Classical transport theory for the planar Hall effect with threefold symmetry

TL;DR

This paper demonstrates that the threefold-symmetric planar Hall effect can be explained purely by classical transport theory, specifically through a third-order expansion of the Boltzmann equation, without invoking quantum mechanisms.

Contribution

It introduces a classical explanation for the threefold-symmetric PHE based on crystal symmetry and a third-order Boltzmann equation expansion, challenging quantum-centric interpretations.

Findings

The threefold component arises from crystal mirror plane orientations.

The classical effect is widespread across various crystal symmetries.
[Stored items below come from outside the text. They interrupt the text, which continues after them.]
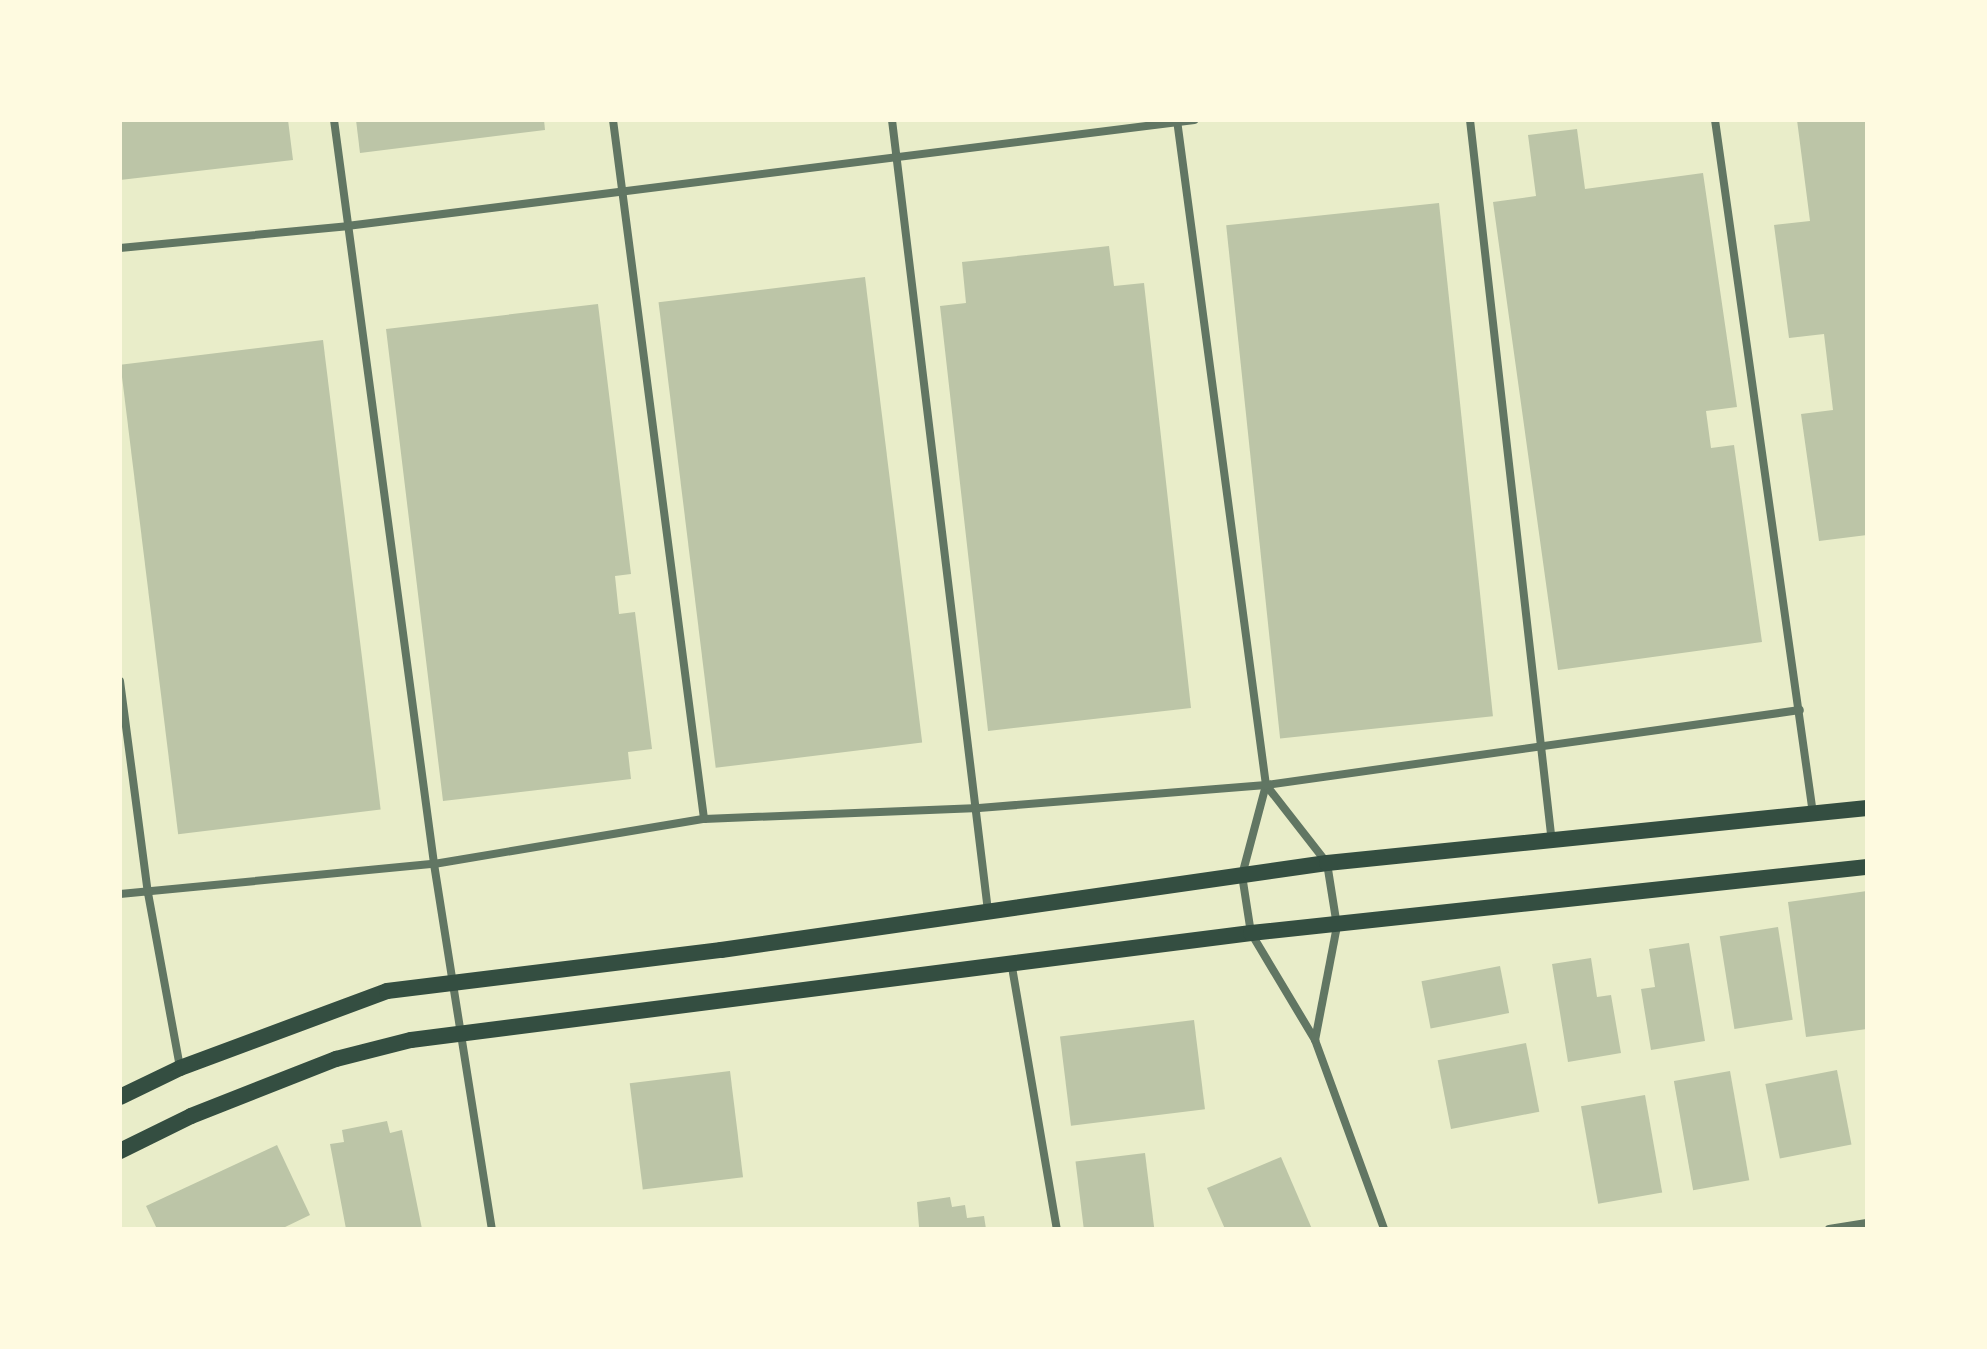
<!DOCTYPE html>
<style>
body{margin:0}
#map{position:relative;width:1987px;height:1349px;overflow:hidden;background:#e9edc9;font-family:"Titillium Web",sans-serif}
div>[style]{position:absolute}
.building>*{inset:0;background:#bcc5a7;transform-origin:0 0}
.minor>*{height:8px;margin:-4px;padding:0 4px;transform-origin:4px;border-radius:4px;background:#617663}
.secondary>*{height:16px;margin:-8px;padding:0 8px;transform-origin:8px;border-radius:8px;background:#344e41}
span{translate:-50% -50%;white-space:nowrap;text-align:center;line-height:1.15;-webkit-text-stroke:8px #fefae0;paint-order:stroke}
.frame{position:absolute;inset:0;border:122px solid #fefae0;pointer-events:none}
</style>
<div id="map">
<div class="building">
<i style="clip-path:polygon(120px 120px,288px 120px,293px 160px,120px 180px)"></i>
<i style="clip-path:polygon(356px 120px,544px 120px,545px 130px,360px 153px)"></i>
<i style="clip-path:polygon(1797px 120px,1867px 120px,1867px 535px,1819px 541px,1801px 414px,1833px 410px,1824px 334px,1789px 338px,1774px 225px,1810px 221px)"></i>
<i style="clip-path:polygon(1577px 129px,1585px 189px,1703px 173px,1737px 407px,1706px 411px,1711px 448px,1734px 445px,1762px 642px,1558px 670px,1493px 202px,1536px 196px,1528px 135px)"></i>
<i style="left:1439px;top:203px;width:516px;height:214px;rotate:84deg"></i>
<i style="clip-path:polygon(1109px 246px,1114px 286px,1144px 283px,1191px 708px,988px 731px,940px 306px,966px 303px,962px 262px)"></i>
<i style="left:865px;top:277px;width:469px;height:208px;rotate:83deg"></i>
<i style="clip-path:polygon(598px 304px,631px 574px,615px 576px,619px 614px,635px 612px,652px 749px,628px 752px,631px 779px,443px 801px,386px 329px)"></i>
<i style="left:323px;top:340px;width:473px;height:204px;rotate:83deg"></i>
<i style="clip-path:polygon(1867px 891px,1867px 1029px,1806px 1037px,1788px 902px)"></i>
<i style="left:1778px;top:927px;width:94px;height:59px;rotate:81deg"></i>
<i style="clip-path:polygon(1689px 943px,1705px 1041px,1651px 1050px,1641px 989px,1655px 987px,1649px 949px)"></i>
<i style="clip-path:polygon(1591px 958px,1597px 997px,1611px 995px,1621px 1053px,1568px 1062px,1552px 964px)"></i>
<i style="left:1500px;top:966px;width:48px;height:80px;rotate:79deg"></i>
<i style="left:1194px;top:1020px;width:90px;height:135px;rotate:83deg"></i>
<i style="left:1526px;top:1043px;width:70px;height:90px;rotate:79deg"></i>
<i style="left:1837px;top:1070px;width:76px;height:73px;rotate:79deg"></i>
<i style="left:730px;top:1071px;width:107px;height:101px;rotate:83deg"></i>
<i style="left:1730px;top:1071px;width:111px;height:57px;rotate:80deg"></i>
<i style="left:1645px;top:1095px;width:99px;height:65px;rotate:80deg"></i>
<i style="clip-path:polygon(387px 1121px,390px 1133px,402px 1130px,422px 1229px,346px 1229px,330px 1144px,344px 1142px,342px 1130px)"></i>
<i style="clip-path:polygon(277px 1145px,310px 1215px,281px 1229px,157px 1229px,146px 1206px)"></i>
<i style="left:1145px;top:1153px;width:77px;height:70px;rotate:83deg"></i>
<i style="clip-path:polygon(1281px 1157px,1312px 1229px,1225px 1229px,1207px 1188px)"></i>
<i style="clip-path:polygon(950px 1197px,952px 1207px,965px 1205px,967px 1218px,984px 1216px,986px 1229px,919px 1227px,917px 1202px)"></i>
</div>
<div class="minor">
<i style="left:334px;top:120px;width:751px;rotate:82.34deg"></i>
<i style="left:434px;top:864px;width:370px;rotate:81deg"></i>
<i style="left:613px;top:120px;width:705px;rotate:82.58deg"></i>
<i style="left:892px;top:120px;width:797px;rotate:83.08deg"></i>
<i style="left:1177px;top:120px;width:671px;rotate:82.38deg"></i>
<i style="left:1266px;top:785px;width:93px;rotate:104.9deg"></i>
<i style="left:1242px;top:875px;width:59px;rotate:81.2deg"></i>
<i style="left:1251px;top:933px;width:125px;rotate:59.1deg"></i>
<i style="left:1315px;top:1040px;width:201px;rotate:69.9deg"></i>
<i style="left:1470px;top:120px;width:728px;rotate:83.53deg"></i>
<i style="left:1715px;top:120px;width:701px;rotate:81.96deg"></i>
<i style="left:120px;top:248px;width:228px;rotate:-5.5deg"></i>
<i style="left:347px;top:226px;width:854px;rotate:-7.13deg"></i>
<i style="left:120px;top:681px;width:214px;rotate:82.5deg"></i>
<i style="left:148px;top:893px;width:178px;rotate:79.6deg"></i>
<i style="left:1266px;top:785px;width:99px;rotate:52deg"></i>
<i style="left:1327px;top:863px;width:64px;rotate:81deg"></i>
<i style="left:1337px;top:926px;width:116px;rotate:100.9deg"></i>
<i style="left:120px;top:894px;width:315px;rotate:-5.5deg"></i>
<i style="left:434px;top:864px;width:274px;rotate:-9.5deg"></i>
<i style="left:704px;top:819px;width:275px;rotate:-2.3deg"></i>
<i style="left:979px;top:808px;width:288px;rotate:-4.6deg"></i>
<i style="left:1266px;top:785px;width:539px;rotate:-7.99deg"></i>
<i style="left:1012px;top:967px;width:266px;rotate:80.3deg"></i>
<i style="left:1829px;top:1229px;width:38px;rotate:-9deg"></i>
</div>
<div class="secondary">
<i style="left:120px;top:1097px;width:67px;rotate:-25.8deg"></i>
<i style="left:180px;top:1068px;width:221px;rotate:-20.4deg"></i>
<i style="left:387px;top:991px;width:337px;rotate:-7deg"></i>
<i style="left:721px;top:950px;width:612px;rotate:-8.17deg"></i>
<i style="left:1327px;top:863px;width:543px;rotate:-5.82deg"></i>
<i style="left:120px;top:1151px;width:79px;rotate:-26.2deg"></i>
<i style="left:191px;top:1116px;width:156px;rotate:-21.5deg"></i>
<i style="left:336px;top:1059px;width:77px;rotate:-14.2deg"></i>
<i style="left:411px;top:1040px;width:847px;rotate:-7.26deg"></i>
<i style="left:1251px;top:933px;width:620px;rotate:-6.12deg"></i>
</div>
<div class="frame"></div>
</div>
The amplitude of the classical threefold PHE is comparable to the anomalous Hall effect.

Abstract

In recent years, the planar Hall effect (PHE) has become a key probe of Berry curvature and the anomalous Hall effect (AHE). Threefold-symmetric signals under in-plane fields are often attributed to such quantum mechanisms. Here, we establish a purely classical origin for a three-fold-symmetric PHE. The idea is simple yet decisive: a third-order expansion of the Boltzmann equation in the magnetic field reveals that the threefold component originates from the relative positions of the mirror planes in the crystals with respect to the measurement setups. Remarkably, the threefold contribution should be ubiquitous because this symmetry condition can be realized across a broad range of crystals. Numerical estimates based on concrete models further show that its amplitude is comparable to that expected from the AHE.